UPTON, NY-Particles emerging from even the lowest energy collisions of small deuterons with large heavy nuclei at the Relativistic Heavy Ion Collider-a U.S. Department of Energy Office of Science User Facility for nuclear physics research at DOE’s Brookhaven National Laboratory-exhibit behavior scientists associate with the formation of a soup of quarks and gluons, the fundamental building blocks of nearly all visible matter.
These results from RHIC’s PHENIX experiment suggest that these small-scale collisions might be producing tiny, short-lived specks of matter that mimics what the early universe was like nearly 14 billion years ago, just after the Big Bang.
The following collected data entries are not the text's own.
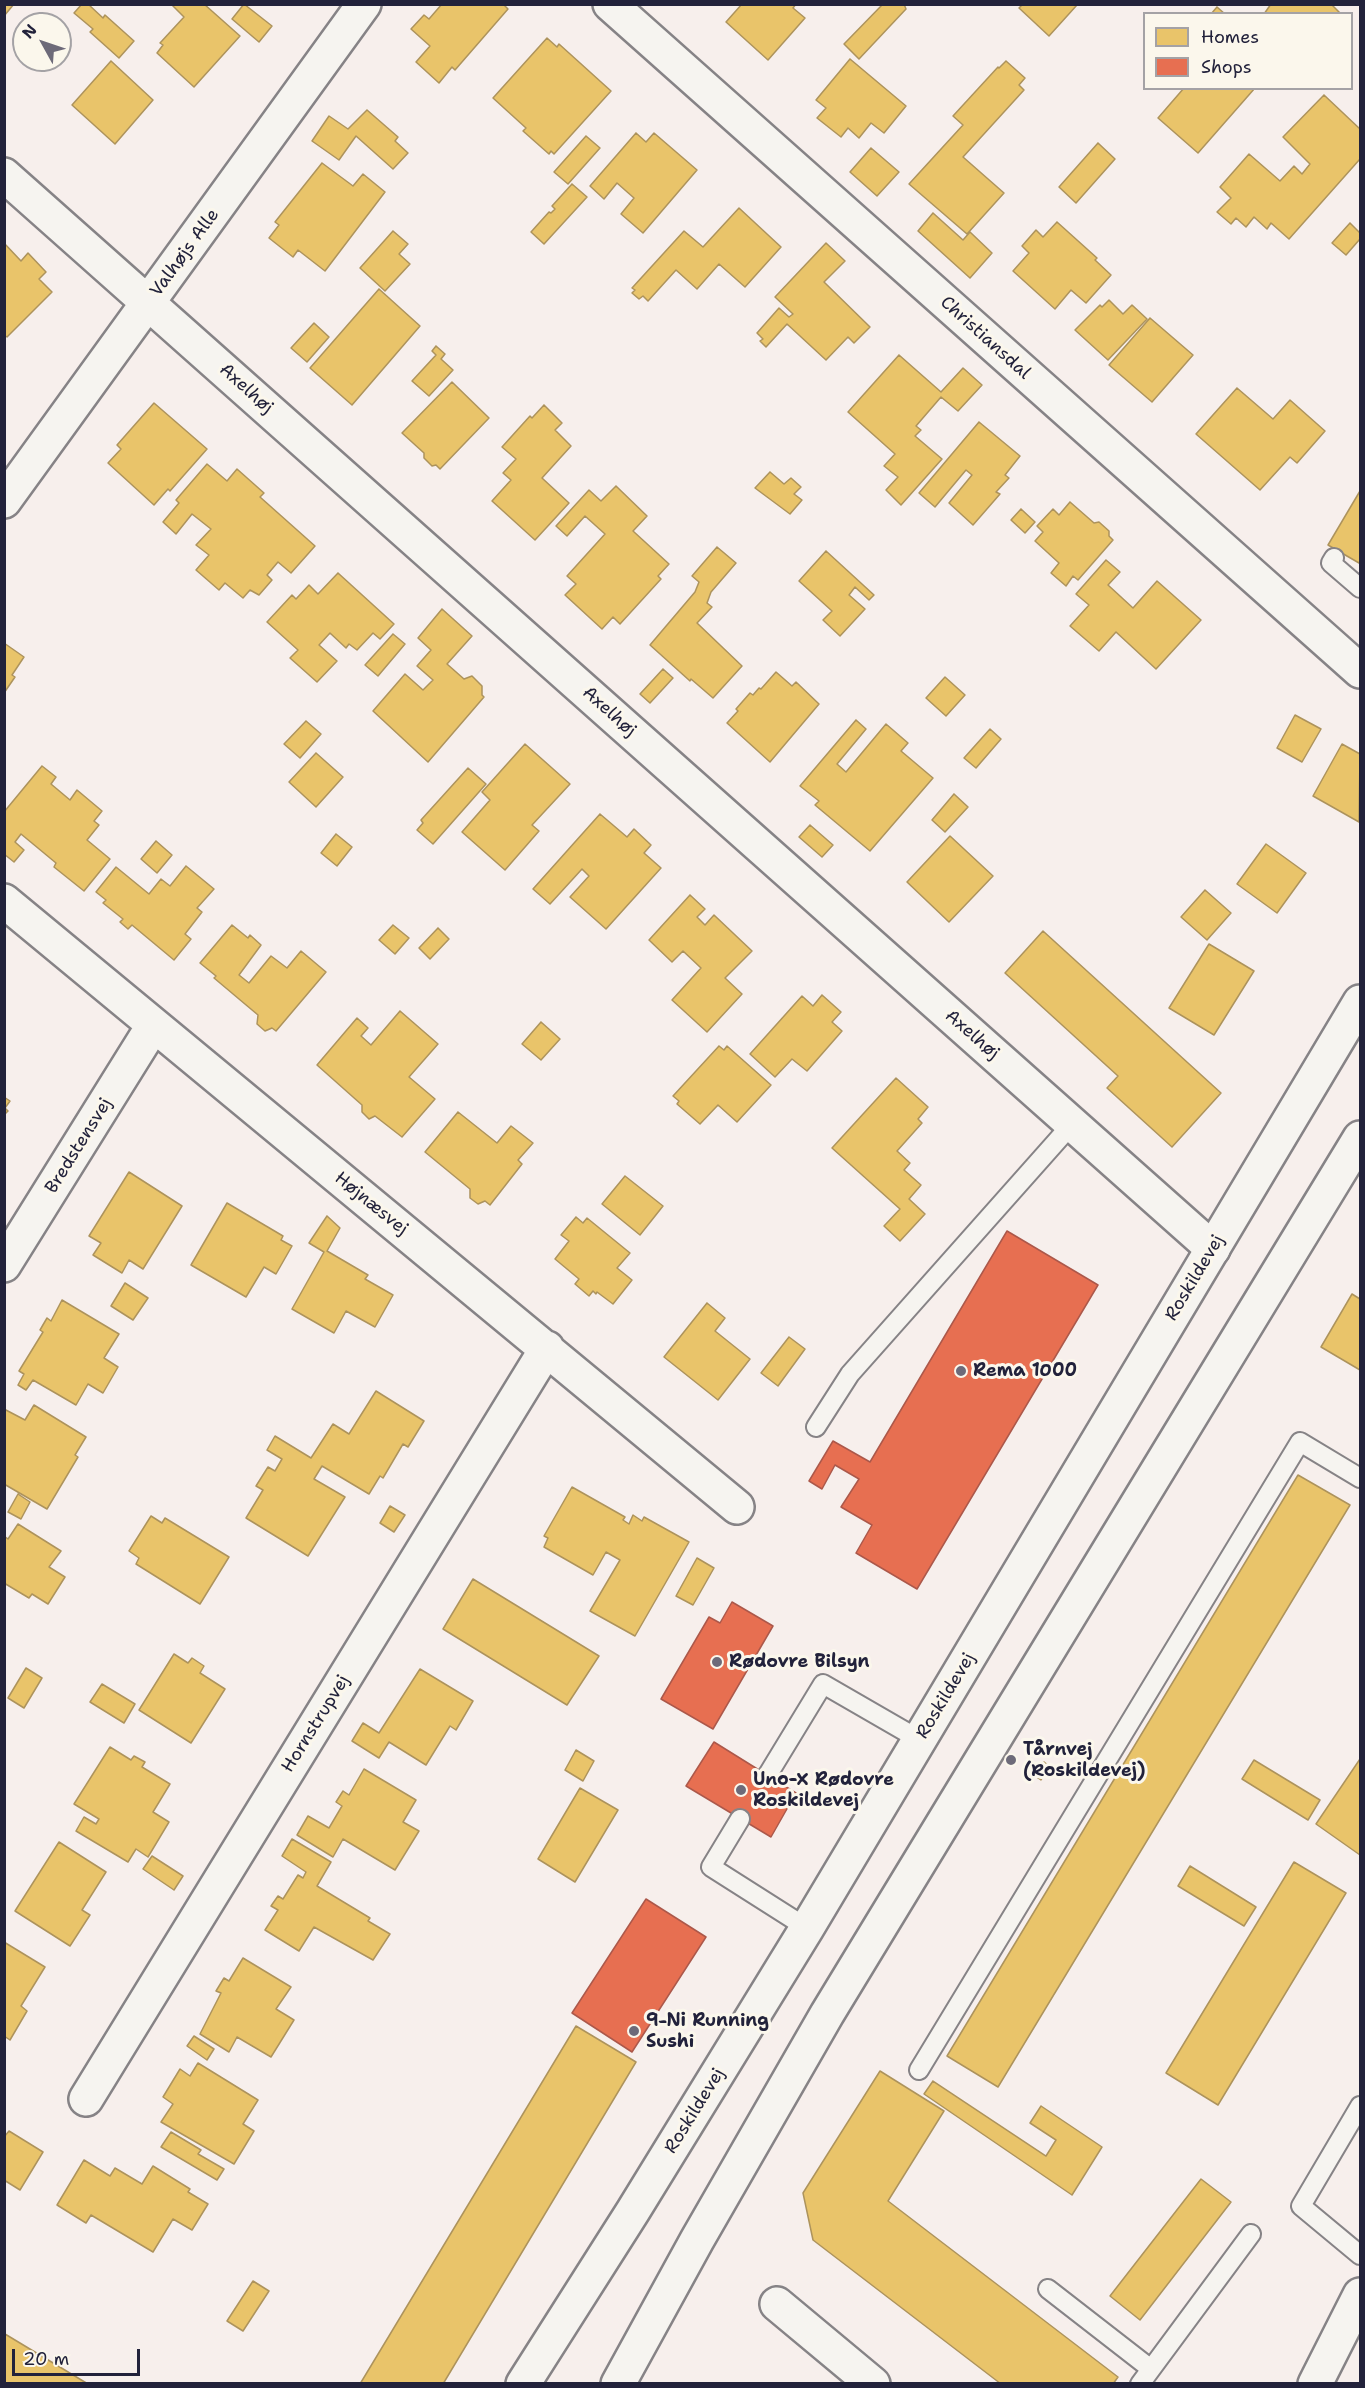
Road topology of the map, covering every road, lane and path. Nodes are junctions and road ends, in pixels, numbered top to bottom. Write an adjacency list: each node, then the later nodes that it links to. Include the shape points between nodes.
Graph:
1 (364, 4): 4 (street, Valhøjs Alle)
2 (610, 4): 8 (street, Christiansdal)
3 (4, 175): 4 (street, Axelhøj)
4 (149, 302): 5 (street, Valhøjs Alle); 12 (street, Axelhøj)
5 (4, 501)
6 (1334, 558): 7 (lane, via 1331,563)
7 (1360, 588)
8 (1360, 671)
9 (4, 902): 11 (street, Højnæsvej)
10 (1360, 1002): 14 (street, Roskildevej)
11 (153, 1026): 15 (street, Bredstensvej); 16 (street, Højnæsvej)
12 (1072, 1124): 14 (street, Axelhøj); 17 (lane, via 850,1374)
13 (1360, 1137): 34 (street, via 827,2014)
14 (1213, 1249): 20 (street, Roskildevej)
15 (4, 1265)
16 (547, 1348): 19 (street, Højnæsvej); 25 (street, Hornstrupvej)
17 (816, 1427)
18 (1360, 1478): 24 (lane, via 1300,1442)
19 (737, 1507)
20 (920, 1740): 21 (lane, via 823,1684); 23 (street, Roskildevej)
21 (767, 1776)
22 (740, 1819): 23 (lane, via 711,1867)
23 (807, 1928): 33 (street, Roskildevej)
24 (919, 2070)
25 (86, 2099)
26 (1360, 2106): 28 (lane, via 1301,2206)
27 (1251, 2234): 32 (lane)
28 (1360, 2255)
29 (1048, 2289): 32 (lane)
30 (1360, 2297): 37 (street)
31 (777, 2304): 35 (street)
32 (1151, 2369): 36 (lane)
33 (523, 2384)
34 (618, 2384)
35 (873, 2384)
36 (1140, 2384)
37 (1315, 2384)

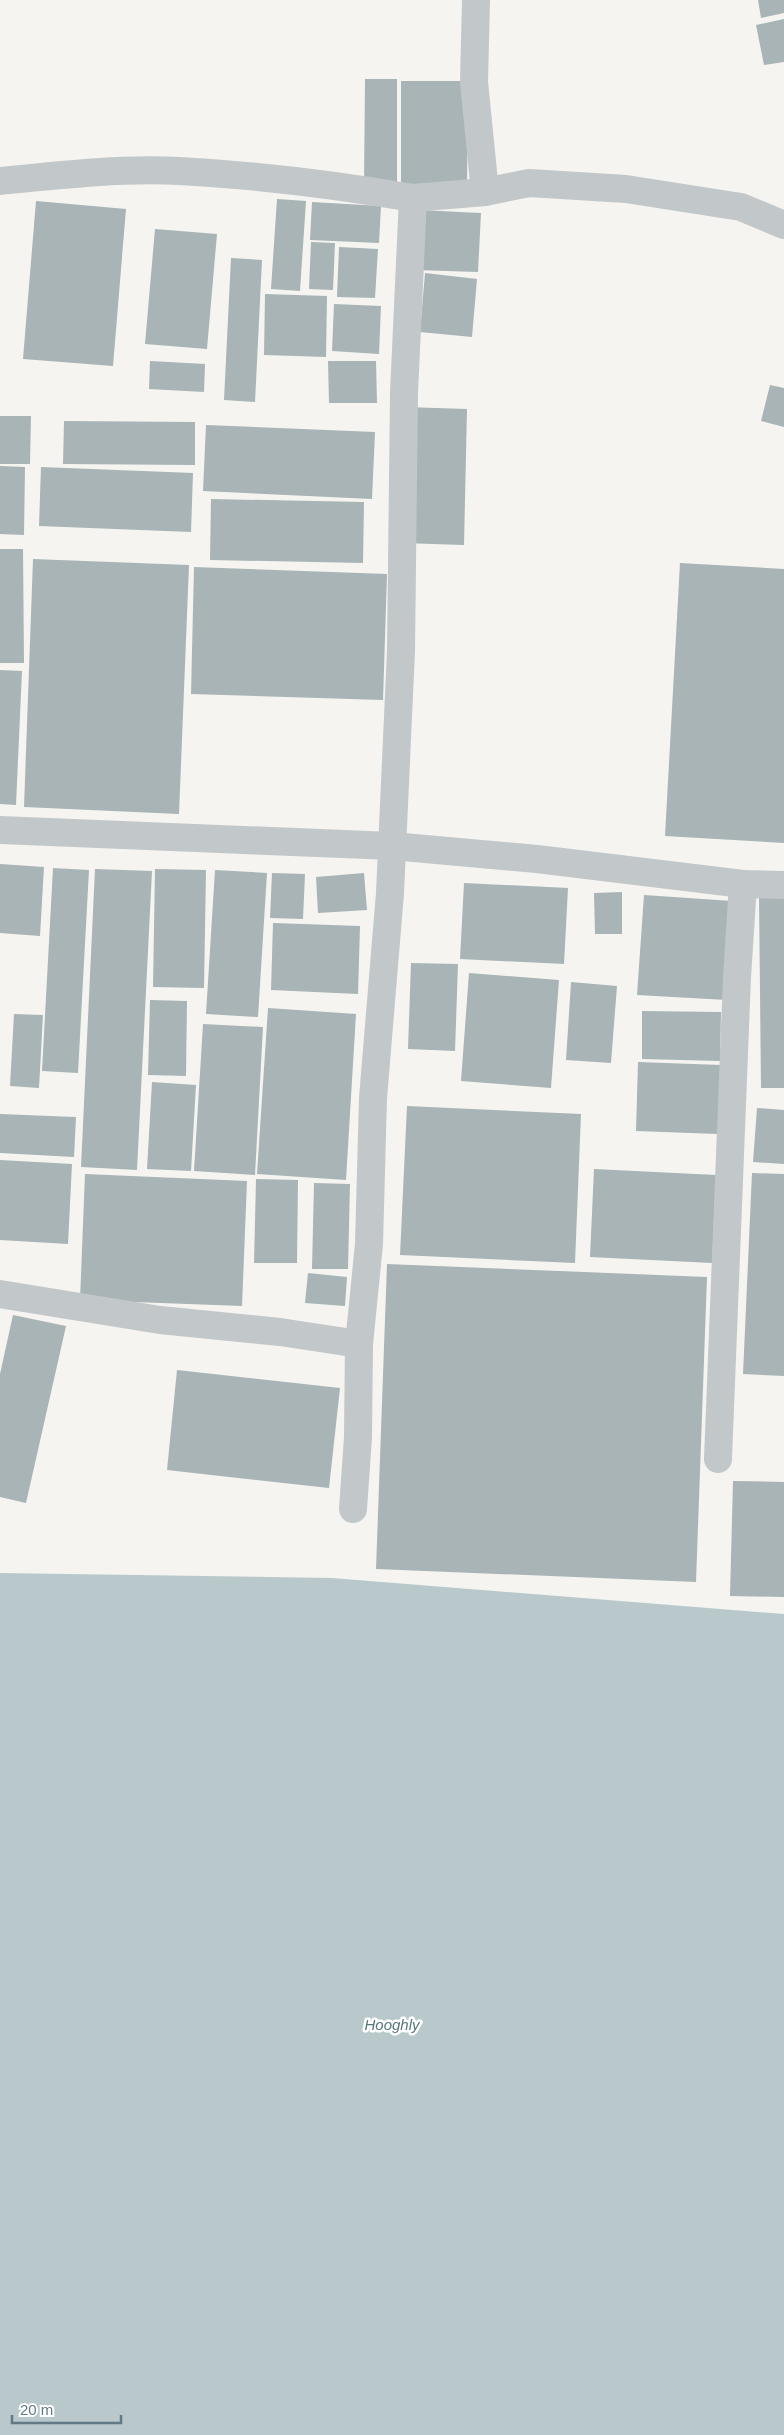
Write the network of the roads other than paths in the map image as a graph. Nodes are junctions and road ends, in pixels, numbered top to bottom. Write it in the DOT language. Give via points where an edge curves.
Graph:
graph roads {
  1 [pos="476,0"];
  2 [pos="0,181"];
  3 [pos="485,192"];
  4 [pos="413,198"];
  5 [pos="784,225"];
  6 [pos="0,830"];
  7 [pos="392,846"];
  8 [pos="743,884"];
  9 [pos="784,885"];
  10 [pos="0,1294"];
  11 [pos="360,1344"];
  12 [pos="718,1459"];
  13 [pos="353,1509"];
  1 -- 3 [label="street" via="474,82"];
  2 -- 4 [label="street" via="70,174 177,171 349,187"];
  3 -- 4 [label="street"];
  3 -- 5 [label="street" via="529,183 626,189 741,207"];
  4 -- 7 [label="street" via="404,393 401,651"];
  6 -- 7 [label="street"];
  7 -- 8 [label="street" via="537,859"];
  7 -- 11 [label="street" via="373,1098 369,1244"];
  8 -- 9 [label="street"];
  8 -- 12 [label="street"];
  10 -- 11 [label="street" via="160,1320"];
  11 -- 13 [label="street"];
}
The new findings-correlations in the way particles emerge from the collisions that are consistent with what physicists have observed in the more energetic large-ion collisions-add to a growing body of evidence from RHIC and Europe’s Large Hadron Collider that QGP may be created in smaller systems as well.
One of the earliest signs that RHIC’s collisions of two gold ions were creating QGP came in the form of “Collective flow” of particles. Over a period of about five weeks in 2016, the PHENIX team explored collisions of deuterons with gold ions at four different energies.
“Thanks to the versatility of RHIC and the ability of the staff in Brookhaven’s Collider-Accelerator Department to quickly switch and tune the machine for different collision energies, PHENIX was able to record more than 1.5 billion collisions in this short period of time,” Velkovska said.
For the paper submitted to PRC, Darren McGlinchey, a PHENIX collaborator from Los Alamos National Laboratory, led an analysis of how particles emerged along the elliptical plane of the collisions as a function of their momentum, how central the collisions were, and how many particles were produced.